**Task to complete**
Transcription task. Write out each entry verbatim and exclude any image.

**Data for review**

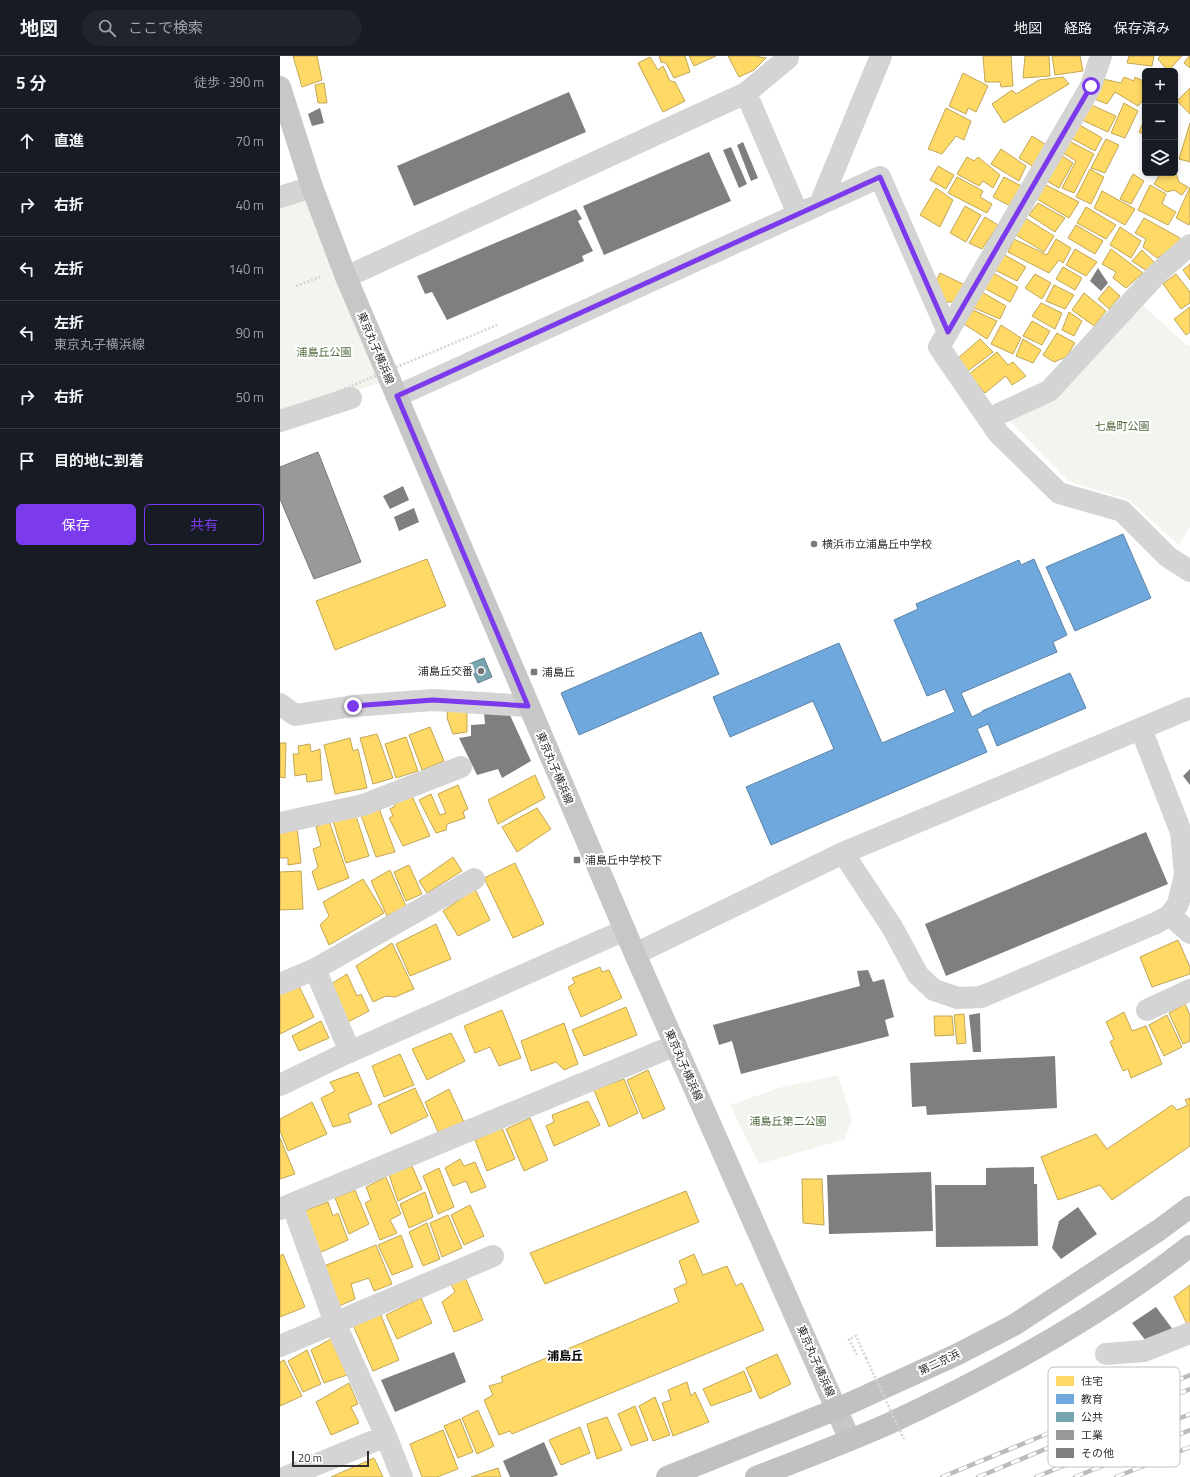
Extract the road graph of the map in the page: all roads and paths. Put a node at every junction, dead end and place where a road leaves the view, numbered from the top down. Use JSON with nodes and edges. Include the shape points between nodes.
{"nodes":[{"id":1,"x":881,"y":56,"type":"edge"},
{"id":2,"x":1101,"y":56,"type":"edge"},
{"id":3,"x":783,"y":59,"type":"edge"},
{"id":4,"x":280,"y":87,"type":"edge"},
{"id":5,"x":746,"y":93,"type":"junction"},
{"id":6,"x":312,"y":186,"type":"junction"},
{"id":7,"x":280,"y":197,"type":"edge"},
{"id":8,"x":820,"y":204,"type":"junction"},
{"id":9,"x":798,"y":214,"type":"junction"},
{"id":10,"x":1190,"y":244,"type":"edge"},
{"id":11,"x":346,"y":277,"type":"junction"},
{"id":12,"x":497,"y":325,"type":"dead end"},
{"id":13,"x":948,"y":332,"type":"junction"},
{"id":14,"x":397,"y":396,"type":"junction"},
{"id":15,"x":342,"y":397,"type":"joint"},
{"id":16,"x":988,"y":419,"type":"junction"},
{"id":17,"x":280,"y":421,"type":"edge"},
{"id":18,"x":1190,"y":571,"type":"edge"},
{"id":19,"x":280,"y":704,"type":"edge"},
{"id":20,"x":528,"y":706,"type":"junction"},
{"id":21,"x":1190,"y":708,"type":"edge"},
{"id":22,"x":1141,"y":729,"type":"junction"},
{"id":23,"x":461,"y":767,"type":"dead end"},
{"id":24,"x":280,"y":823,"type":"edge"},
{"id":25,"x":843,"y":853,"type":"junction"},
{"id":26,"x":474,"y":879,"type":"dead end"},
{"id":27,"x":1170,"y":915,"type":"junction"},
{"id":28,"x":625,"y":930,"type":"junction"},
{"id":29,"x":1190,"y":933,"type":"edge"},
{"id":30,"x":635,"y":954,"type":"junction"},
{"id":31,"x":315,"y":969,"type":"junction"},
{"id":32,"x":280,"y":984,"type":"edge"},
{"id":33,"x":1190,"y":990,"type":"edge"},
{"id":34,"x":1147,"y":1010,"type":"dead end"},
{"id":35,"x":676,"y":1045,"type":"junction"},
{"id":36,"x":350,"y":1052,"type":"junction"},
{"id":37,"x":280,"y":1085,"type":"edge"},
{"id":38,"x":286,"y":1206,"type":"edge"},
{"id":39,"x":1190,"y":1207,"type":"edge"},
{"id":40,"x":1190,"y":1246,"type":"edge"},
{"id":41,"x":493,"y":1256,"type":"dead end"},
{"id":42,"x":335,"y":1323,"type":"junction"},
{"id":43,"x":1190,"y":1333,"type":"edge"},
{"id":44,"x":280,"y":1346,"type":"edge"},
{"id":45,"x":1106,"y":1354,"type":"dead end"},
{"id":46,"x":857,"y":1355,"type":"dead end"},
{"id":47,"x":837,"y":1409,"type":"junction"},
{"id":48,"x":386,"y":1436,"type":"junction"},
{"id":49,"x":904,"y":1439,"type":"dead end"},
{"id":50,"x":850,"y":1440,"type":"junction"},
{"id":51,"x":286,"y":1477,"type":"edge"},
{"id":52,"x":402,"y":1477,"type":"edge"},
{"id":53,"x":667,"y":1477,"type":"edge"},
{"id":54,"x":756,"y":1477,"type":"edge"}],
"edges":[{"from":1,"to":8,"type":"street"},
{"from":2,"to":13,"type":"street","via":[[1091,86]]},
{"from":3,"to":5,"type":"street"},
{"from":4,"to":6,"type":"main road","name":"東京丸子横浜線"},
{"from":5,"to":9,"type":"street"},
{"from":5,"to":11,"type":"street"},
{"from":6,"to":7,"type":"street"},
{"from":6,"to":11,"type":"main road","name":"東京丸子横浜線"},
{"from":8,"to":9,"type":"street"},
{"from":8,"to":13,"type":"street","via":[[880,177]]},
{"from":9,"to":14,"type":"street"},
{"from":10,"to":16,"type":"street","via":[[1158,273],[1048,391]]},
{"from":11,"to":14,"type":"main road","name":"東京丸子横浜線"},
{"from":12,"to":15,"type":"path","bridge":true},
{"from":13,"to":16,"type":"street","via":[[939,348]]},
{"from":14,"to":20,"type":"main road","name":"東京丸子横浜線"},
{"from":15,"to":17,"type":"street"},
{"from":16,"to":18,"type":"street","via":[[998,433],[1059,493],[1122,511],[1168,557]]},
{"from":19,"to":20,"type":"street","via":[[295,715],[353,706],[433,700]]},
{"from":20,"to":28,"type":"main road","name":"東京丸子横浜線"},
{"from":21,"to":22,"type":"street"},
{"from":22,"to":25,"type":"street"},
{"from":22,"to":27,"type":"street","via":[[1181,832],[1185,875],[1178,904]]},
{"from":23,"to":24,"type":"street","via":[[363,805]]},
{"from":25,"to":27,"type":"street","via":[[892,927],[918,975],[934,990],[958,998],[981,997]]},
{"from":25,"to":30,"type":"street"},
{"from":26,"to":31,"type":"street"},
{"from":27,"to":29,"type":"street"},
{"from":28,"to":30,"type":"main road","name":"東京丸子横浜線"},
{"from":28,"to":36,"type":"street"},
{"from":30,"to":35,"type":"main road","name":"東京丸子横浜線"},
{"from":31,"to":32,"type":"street"},
{"from":31,"to":36,"type":"street"},
{"from":33,"to":34,"type":"street"},
{"from":35,"to":38,"type":"street"},
{"from":35,"to":47,"type":"main road","name":"東京丸子横浜線"},
{"from":36,"to":37,"type":"street"},
{"from":38,"to":42,"type":"street"},
{"from":39,"to":47,"type":"highway","name":"第二京浜","via":[[1014,1325],[956,1355]]},
{"from":40,"to":50,"type":"highway","via":[[1061,1334],[969,1385]]},
{"from":41,"to":42,"type":"street"},
{"from":42,"to":44,"type":"street"},
{"from":42,"to":48,"type":"street"},
{"from":43,"to":45,"type":"street","via":[[1144,1351]]},
{"from":46,"to":49,"type":"path","bridge":true,"via":[[849,1339],[856,1336]]},
{"from":47,"to":50,"type":"main road","name":"東京丸子横浜線"},
{"from":47,"to":53,"type":"highway","name":"第二京浜"},
{"from":48,"to":51,"type":"street"},
{"from":48,"to":52,"type":"street"},
{"from":50,"to":54,"type":"highway"}]}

**Expected output**
Extract the road graph of the map in the page: all roads and paths. Put a node at every junction, dead end and place where a road leaves the view, numbered from the top down. Use JSON with nodes and edges. Include the shape points between nodes.
{"nodes":[{"id":1,"x":881,"y":56,"type":"edge"},
{"id":2,"x":1101,"y":56,"type":"edge"},
{"id":3,"x":783,"y":59,"type":"edge"},
{"id":4,"x":280,"y":87,"type":"edge"},
{"id":5,"x":746,"y":93,"type":"junction"},
{"id":6,"x":312,"y":186,"type":"junction"},
{"id":7,"x":280,"y":197,"type":"edge"},
{"id":8,"x":820,"y":204,"type":"junction"},
{"id":9,"x":798,"y":214,"type":"junction"},
{"id":10,"x":1190,"y":244,"type":"edge"},
{"id":11,"x":346,"y":277,"type":"junction"},
{"id":12,"x":497,"y":325,"type":"dead end"},
{"id":13,"x":948,"y":332,"type":"junction"},
{"id":14,"x":397,"y":396,"type":"junction"},
{"id":15,"x":342,"y":397,"type":"joint"},
{"id":16,"x":988,"y":419,"type":"junction"},
{"id":17,"x":280,"y":421,"type":"edge"},
{"id":18,"x":1190,"y":571,"type":"edge"},
{"id":19,"x":280,"y":704,"type":"edge"},
{"id":20,"x":528,"y":706,"type":"junction"},
{"id":21,"x":1190,"y":708,"type":"edge"},
{"id":22,"x":1141,"y":729,"type":"junction"},
{"id":23,"x":461,"y":767,"type":"dead end"},
{"id":24,"x":280,"y":823,"type":"edge"},
{"id":25,"x":843,"y":853,"type":"junction"},
{"id":26,"x":474,"y":879,"type":"dead end"},
{"id":27,"x":1170,"y":915,"type":"junction"},
{"id":28,"x":625,"y":930,"type":"junction"},
{"id":29,"x":1190,"y":933,"type":"edge"},
{"id":30,"x":635,"y":954,"type":"junction"},
{"id":31,"x":315,"y":969,"type":"junction"},
{"id":32,"x":280,"y":984,"type":"edge"},
{"id":33,"x":1190,"y":990,"type":"edge"},
{"id":34,"x":1147,"y":1010,"type":"dead end"},
{"id":35,"x":676,"y":1045,"type":"junction"},
{"id":36,"x":350,"y":1052,"type":"junction"},
{"id":37,"x":280,"y":1085,"type":"edge"},
{"id":38,"x":286,"y":1206,"type":"edge"},
{"id":39,"x":1190,"y":1207,"type":"edge"},
{"id":40,"x":1190,"y":1246,"type":"edge"},
{"id":41,"x":493,"y":1256,"type":"dead end"},
{"id":42,"x":335,"y":1323,"type":"junction"},
{"id":43,"x":1190,"y":1333,"type":"edge"},
{"id":44,"x":280,"y":1346,"type":"edge"},
{"id":45,"x":1106,"y":1354,"type":"dead end"},
{"id":46,"x":857,"y":1355,"type":"dead end"},
{"id":47,"x":837,"y":1409,"type":"junction"},
{"id":48,"x":386,"y":1436,"type":"junction"},
{"id":49,"x":904,"y":1439,"type":"dead end"},
{"id":50,"x":850,"y":1440,"type":"junction"},
{"id":51,"x":286,"y":1477,"type":"edge"},
{"id":52,"x":402,"y":1477,"type":"edge"},
{"id":53,"x":667,"y":1477,"type":"edge"},
{"id":54,"x":756,"y":1477,"type":"edge"}],
"edges":[{"from":1,"to":8,"type":"street"},
{"from":2,"to":13,"type":"street","via":[[1091,86]]},
{"from":3,"to":5,"type":"street"},
{"from":4,"to":6,"type":"main road","name":"東京丸子横浜線"},
{"from":5,"to":9,"type":"street"},
{"from":5,"to":11,"type":"street"},
{"from":6,"to":7,"type":"street"},
{"from":6,"to":11,"type":"main road","name":"東京丸子横浜線"},
{"from":8,"to":9,"type":"street"},
{"from":8,"to":13,"type":"street","via":[[880,177]]},
{"from":9,"to":14,"type":"street"},
{"from":10,"to":16,"type":"street","via":[[1158,273],[1048,391]]},
{"from":11,"to":14,"type":"main road","name":"東京丸子横浜線"},
{"from":12,"to":15,"type":"path","bridge":true},
{"from":13,"to":16,"type":"street","via":[[939,348]]},
{"from":14,"to":20,"type":"main road","name":"東京丸子横浜線"},
{"from":15,"to":17,"type":"street"},
{"from":16,"to":18,"type":"street","via":[[998,433],[1059,493],[1122,511],[1168,557]]},
{"from":19,"to":20,"type":"street","via":[[295,715],[353,706],[433,700]]},
{"from":20,"to":28,"type":"main road","name":"東京丸子横浜線"},
{"from":21,"to":22,"type":"street"},
{"from":22,"to":25,"type":"street"},
{"from":22,"to":27,"type":"street","via":[[1181,832],[1185,875],[1178,904]]},
{"from":23,"to":24,"type":"street","via":[[363,805]]},
{"from":25,"to":27,"type":"street","via":[[892,927],[918,975],[934,990],[958,998],[981,997]]},
{"from":25,"to":30,"type":"street"},
{"from":26,"to":31,"type":"street"},
{"from":27,"to":29,"type":"street"},
{"from":28,"to":30,"type":"main road","name":"東京丸子横浜線"},
{"from":28,"to":36,"type":"street"},
{"from":30,"to":35,"type":"main road","name":"東京丸子横浜線"},
{"from":31,"to":32,"type":"street"},
{"from":31,"to":36,"type":"street"},
{"from":33,"to":34,"type":"street"},
{"from":35,"to":38,"type":"street"},
{"from":35,"to":47,"type":"main road","name":"東京丸子横浜線"},
{"from":36,"to":37,"type":"street"},
{"from":38,"to":42,"type":"street"},
{"from":39,"to":47,"type":"highway","name":"第二京浜","via":[[1014,1325],[956,1355]]},
{"from":40,"to":50,"type":"highway","via":[[1061,1334],[969,1385]]},
{"from":41,"to":42,"type":"street"},
{"from":42,"to":44,"type":"street"},
{"from":42,"to":48,"type":"street"},
{"from":43,"to":45,"type":"street","via":[[1144,1351]]},
{"from":46,"to":49,"type":"path","bridge":true,"via":[[849,1339],[856,1336]]},
{"from":47,"to":50,"type":"main road","name":"東京丸子横浜線"},
{"from":47,"to":53,"type":"highway","name":"第二京浜"},
{"from":48,"to":51,"type":"street"},
{"from":48,"to":52,"type":"street"},
{"from":50,"to":54,"type":"highway"}]}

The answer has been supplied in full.